Task material ▸
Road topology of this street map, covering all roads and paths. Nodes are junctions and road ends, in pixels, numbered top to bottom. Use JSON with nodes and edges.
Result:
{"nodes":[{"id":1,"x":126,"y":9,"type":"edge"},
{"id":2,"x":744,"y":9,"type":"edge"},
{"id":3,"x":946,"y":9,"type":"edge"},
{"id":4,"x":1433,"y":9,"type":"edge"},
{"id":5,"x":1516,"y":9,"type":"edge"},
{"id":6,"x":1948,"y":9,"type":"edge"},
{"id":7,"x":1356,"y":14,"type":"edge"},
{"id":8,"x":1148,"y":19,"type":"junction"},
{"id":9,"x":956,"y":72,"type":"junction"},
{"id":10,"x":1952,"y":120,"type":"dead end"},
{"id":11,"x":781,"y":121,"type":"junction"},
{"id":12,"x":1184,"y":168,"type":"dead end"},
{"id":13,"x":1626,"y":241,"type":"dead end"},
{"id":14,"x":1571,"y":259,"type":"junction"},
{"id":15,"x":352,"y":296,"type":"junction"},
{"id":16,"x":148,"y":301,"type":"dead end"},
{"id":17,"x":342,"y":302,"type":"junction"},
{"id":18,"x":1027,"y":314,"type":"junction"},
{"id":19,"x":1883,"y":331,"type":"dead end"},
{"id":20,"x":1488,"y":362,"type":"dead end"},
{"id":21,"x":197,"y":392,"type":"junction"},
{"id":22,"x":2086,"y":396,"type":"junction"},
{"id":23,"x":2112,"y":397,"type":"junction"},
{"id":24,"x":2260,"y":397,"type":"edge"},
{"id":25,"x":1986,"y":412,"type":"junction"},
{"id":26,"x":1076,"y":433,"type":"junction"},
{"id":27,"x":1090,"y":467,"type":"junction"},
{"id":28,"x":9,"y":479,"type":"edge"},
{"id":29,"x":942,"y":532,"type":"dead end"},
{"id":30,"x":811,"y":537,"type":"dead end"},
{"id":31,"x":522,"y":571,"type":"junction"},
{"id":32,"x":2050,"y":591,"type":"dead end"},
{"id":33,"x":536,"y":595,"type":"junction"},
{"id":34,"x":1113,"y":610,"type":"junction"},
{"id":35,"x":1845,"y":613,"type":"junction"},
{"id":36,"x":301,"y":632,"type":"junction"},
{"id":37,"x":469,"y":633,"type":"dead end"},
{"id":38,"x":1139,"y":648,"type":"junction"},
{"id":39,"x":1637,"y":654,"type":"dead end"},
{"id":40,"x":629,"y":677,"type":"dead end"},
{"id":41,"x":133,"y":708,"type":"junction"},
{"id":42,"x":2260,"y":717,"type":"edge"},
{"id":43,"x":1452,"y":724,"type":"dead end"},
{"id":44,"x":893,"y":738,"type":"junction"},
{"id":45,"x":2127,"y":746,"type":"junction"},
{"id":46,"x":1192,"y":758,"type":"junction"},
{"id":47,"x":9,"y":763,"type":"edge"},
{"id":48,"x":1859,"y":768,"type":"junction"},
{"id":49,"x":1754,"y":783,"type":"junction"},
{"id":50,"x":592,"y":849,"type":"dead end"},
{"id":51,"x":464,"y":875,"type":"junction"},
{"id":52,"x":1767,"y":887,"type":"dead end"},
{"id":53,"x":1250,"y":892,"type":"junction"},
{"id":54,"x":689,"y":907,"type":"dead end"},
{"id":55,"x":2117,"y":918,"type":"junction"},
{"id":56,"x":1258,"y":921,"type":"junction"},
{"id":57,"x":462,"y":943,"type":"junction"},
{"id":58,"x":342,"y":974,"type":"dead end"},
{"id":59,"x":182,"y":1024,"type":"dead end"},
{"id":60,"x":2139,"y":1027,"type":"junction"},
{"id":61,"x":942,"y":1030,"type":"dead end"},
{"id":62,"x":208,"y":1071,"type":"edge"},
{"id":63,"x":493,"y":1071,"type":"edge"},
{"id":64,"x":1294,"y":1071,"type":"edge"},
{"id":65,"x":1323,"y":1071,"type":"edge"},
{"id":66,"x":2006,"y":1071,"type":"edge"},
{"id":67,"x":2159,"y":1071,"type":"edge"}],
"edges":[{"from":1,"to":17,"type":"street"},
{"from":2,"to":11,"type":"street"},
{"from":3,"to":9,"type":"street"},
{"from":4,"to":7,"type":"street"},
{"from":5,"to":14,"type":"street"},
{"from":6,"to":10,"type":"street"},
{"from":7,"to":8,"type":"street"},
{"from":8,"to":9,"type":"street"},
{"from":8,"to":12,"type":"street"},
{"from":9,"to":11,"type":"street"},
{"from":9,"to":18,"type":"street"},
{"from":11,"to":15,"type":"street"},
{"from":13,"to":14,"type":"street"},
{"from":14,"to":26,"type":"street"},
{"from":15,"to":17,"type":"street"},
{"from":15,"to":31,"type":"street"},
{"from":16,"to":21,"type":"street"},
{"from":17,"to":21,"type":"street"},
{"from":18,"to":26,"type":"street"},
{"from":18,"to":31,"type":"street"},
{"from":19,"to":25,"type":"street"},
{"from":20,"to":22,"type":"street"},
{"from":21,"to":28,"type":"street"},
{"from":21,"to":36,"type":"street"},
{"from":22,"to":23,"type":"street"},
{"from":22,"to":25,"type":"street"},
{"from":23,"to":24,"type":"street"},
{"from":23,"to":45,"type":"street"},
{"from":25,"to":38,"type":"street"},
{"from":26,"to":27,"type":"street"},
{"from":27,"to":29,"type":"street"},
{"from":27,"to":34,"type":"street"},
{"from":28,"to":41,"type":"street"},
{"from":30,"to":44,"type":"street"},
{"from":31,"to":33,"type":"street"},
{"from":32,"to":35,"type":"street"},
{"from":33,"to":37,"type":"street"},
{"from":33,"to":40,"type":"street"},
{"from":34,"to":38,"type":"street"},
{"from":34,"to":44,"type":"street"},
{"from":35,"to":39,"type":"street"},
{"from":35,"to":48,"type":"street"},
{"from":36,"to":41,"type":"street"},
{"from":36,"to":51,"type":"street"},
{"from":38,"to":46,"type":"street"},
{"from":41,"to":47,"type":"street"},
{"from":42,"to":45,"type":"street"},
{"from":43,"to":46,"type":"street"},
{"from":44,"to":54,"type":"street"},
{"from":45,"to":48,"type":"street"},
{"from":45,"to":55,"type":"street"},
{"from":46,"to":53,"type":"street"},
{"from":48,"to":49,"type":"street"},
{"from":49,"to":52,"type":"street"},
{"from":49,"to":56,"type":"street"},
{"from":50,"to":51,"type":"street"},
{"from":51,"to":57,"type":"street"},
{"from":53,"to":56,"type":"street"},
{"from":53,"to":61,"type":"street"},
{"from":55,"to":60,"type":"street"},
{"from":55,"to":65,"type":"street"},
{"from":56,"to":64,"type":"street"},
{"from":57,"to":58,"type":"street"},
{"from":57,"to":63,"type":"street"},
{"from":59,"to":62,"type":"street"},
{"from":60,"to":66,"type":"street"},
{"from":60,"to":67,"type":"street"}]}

Work order ▸
Retype the material above, line by line, exactly.

Answer to this exercise ▸
Road topology of this street map, covering all roads and paths. Nodes are junctions and road ends, in pixels, numbered top to bottom. Use JSON with nodes and edges.
Result:
{"nodes":[{"id":1,"x":126,"y":9,"type":"edge"},
{"id":2,"x":744,"y":9,"type":"edge"},
{"id":3,"x":946,"y":9,"type":"edge"},
{"id":4,"x":1433,"y":9,"type":"edge"},
{"id":5,"x":1516,"y":9,"type":"edge"},
{"id":6,"x":1948,"y":9,"type":"edge"},
{"id":7,"x":1356,"y":14,"type":"edge"},
{"id":8,"x":1148,"y":19,"type":"junction"},
{"id":9,"x":956,"y":72,"type":"junction"},
{"id":10,"x":1952,"y":120,"type":"dead end"},
{"id":11,"x":781,"y":121,"type":"junction"},
{"id":12,"x":1184,"y":168,"type":"dead end"},
{"id":13,"x":1626,"y":241,"type":"dead end"},
{"id":14,"x":1571,"y":259,"type":"junction"},
{"id":15,"x":352,"y":296,"type":"junction"},
{"id":16,"x":148,"y":301,"type":"dead end"},
{"id":17,"x":342,"y":302,"type":"junction"},
{"id":18,"x":1027,"y":314,"type":"junction"},
{"id":19,"x":1883,"y":331,"type":"dead end"},
{"id":20,"x":1488,"y":362,"type":"dead end"},
{"id":21,"x":197,"y":392,"type":"junction"},
{"id":22,"x":2086,"y":396,"type":"junction"},
{"id":23,"x":2112,"y":397,"type":"junction"},
{"id":24,"x":2260,"y":397,"type":"edge"},
{"id":25,"x":1986,"y":412,"type":"junction"},
{"id":26,"x":1076,"y":433,"type":"junction"},
{"id":27,"x":1090,"y":467,"type":"junction"},
{"id":28,"x":9,"y":479,"type":"edge"},
{"id":29,"x":942,"y":532,"type":"dead end"},
{"id":30,"x":811,"y":537,"type":"dead end"},
{"id":31,"x":522,"y":571,"type":"junction"},
{"id":32,"x":2050,"y":591,"type":"dead end"},
{"id":33,"x":536,"y":595,"type":"junction"},
{"id":34,"x":1113,"y":610,"type":"junction"},
{"id":35,"x":1845,"y":613,"type":"junction"},
{"id":36,"x":301,"y":632,"type":"junction"},
{"id":37,"x":469,"y":633,"type":"dead end"},
{"id":38,"x":1139,"y":648,"type":"junction"},
{"id":39,"x":1637,"y":654,"type":"dead end"},
{"id":40,"x":629,"y":677,"type":"dead end"},
{"id":41,"x":133,"y":708,"type":"junction"},
{"id":42,"x":2260,"y":717,"type":"edge"},
{"id":43,"x":1452,"y":724,"type":"dead end"},
{"id":44,"x":893,"y":738,"type":"junction"},
{"id":45,"x":2127,"y":746,"type":"junction"},
{"id":46,"x":1192,"y":758,"type":"junction"},
{"id":47,"x":9,"y":763,"type":"edge"},
{"id":48,"x":1859,"y":768,"type":"junction"},
{"id":49,"x":1754,"y":783,"type":"junction"},
{"id":50,"x":592,"y":849,"type":"dead end"},
{"id":51,"x":464,"y":875,"type":"junction"},
{"id":52,"x":1767,"y":887,"type":"dead end"},
{"id":53,"x":1250,"y":892,"type":"junction"},
{"id":54,"x":689,"y":907,"type":"dead end"},
{"id":55,"x":2117,"y":918,"type":"junction"},
{"id":56,"x":1258,"y":921,"type":"junction"},
{"id":57,"x":462,"y":943,"type":"junction"},
{"id":58,"x":342,"y":974,"type":"dead end"},
{"id":59,"x":182,"y":1024,"type":"dead end"},
{"id":60,"x":2139,"y":1027,"type":"junction"},
{"id":61,"x":942,"y":1030,"type":"dead end"},
{"id":62,"x":208,"y":1071,"type":"edge"},
{"id":63,"x":493,"y":1071,"type":"edge"},
{"id":64,"x":1294,"y":1071,"type":"edge"},
{"id":65,"x":1323,"y":1071,"type":"edge"},
{"id":66,"x":2006,"y":1071,"type":"edge"},
{"id":67,"x":2159,"y":1071,"type":"edge"}],
"edges":[{"from":1,"to":17,"type":"street"},
{"from":2,"to":11,"type":"street"},
{"from":3,"to":9,"type":"street"},
{"from":4,"to":7,"type":"street"},
{"from":5,"to":14,"type":"street"},
{"from":6,"to":10,"type":"street"},
{"from":7,"to":8,"type":"street"},
{"from":8,"to":9,"type":"street"},
{"from":8,"to":12,"type":"street"},
{"from":9,"to":11,"type":"street"},
{"from":9,"to":18,"type":"street"},
{"from":11,"to":15,"type":"street"},
{"from":13,"to":14,"type":"street"},
{"from":14,"to":26,"type":"street"},
{"from":15,"to":17,"type":"street"},
{"from":15,"to":31,"type":"street"},
{"from":16,"to":21,"type":"street"},
{"from":17,"to":21,"type":"street"},
{"from":18,"to":26,"type":"street"},
{"from":18,"to":31,"type":"street"},
{"from":19,"to":25,"type":"street"},
{"from":20,"to":22,"type":"street"},
{"from":21,"to":28,"type":"street"},
{"from":21,"to":36,"type":"street"},
{"from":22,"to":23,"type":"street"},
{"from":22,"to":25,"type":"street"},
{"from":23,"to":24,"type":"street"},
{"from":23,"to":45,"type":"street"},
{"from":25,"to":38,"type":"street"},
{"from":26,"to":27,"type":"street"},
{"from":27,"to":29,"type":"street"},
{"from":27,"to":34,"type":"street"},
{"from":28,"to":41,"type":"street"},
{"from":30,"to":44,"type":"street"},
{"from":31,"to":33,"type":"street"},
{"from":32,"to":35,"type":"street"},
{"from":33,"to":37,"type":"street"},
{"from":33,"to":40,"type":"street"},
{"from":34,"to":38,"type":"street"},
{"from":34,"to":44,"type":"street"},
{"from":35,"to":39,"type":"street"},
{"from":35,"to":48,"type":"street"},
{"from":36,"to":41,"type":"street"},
{"from":36,"to":51,"type":"street"},
{"from":38,"to":46,"type":"street"},
{"from":41,"to":47,"type":"street"},
{"from":42,"to":45,"type":"street"},
{"from":43,"to":46,"type":"street"},
{"from":44,"to":54,"type":"street"},
{"from":45,"to":48,"type":"street"},
{"from":45,"to":55,"type":"street"},
{"from":46,"to":53,"type":"street"},
{"from":48,"to":49,"type":"street"},
{"from":49,"to":52,"type":"street"},
{"from":49,"to":56,"type":"street"},
{"from":50,"to":51,"type":"street"},
{"from":51,"to":57,"type":"street"},
{"from":53,"to":56,"type":"street"},
{"from":53,"to":61,"type":"street"},
{"from":55,"to":60,"type":"street"},
{"from":55,"to":65,"type":"street"},
{"from":56,"to":64,"type":"street"},
{"from":57,"to":58,"type":"street"},
{"from":57,"to":63,"type":"street"},
{"from":59,"to":62,"type":"street"},
{"from":60,"to":66,"type":"street"},
{"from":60,"to":67,"type":"street"}]}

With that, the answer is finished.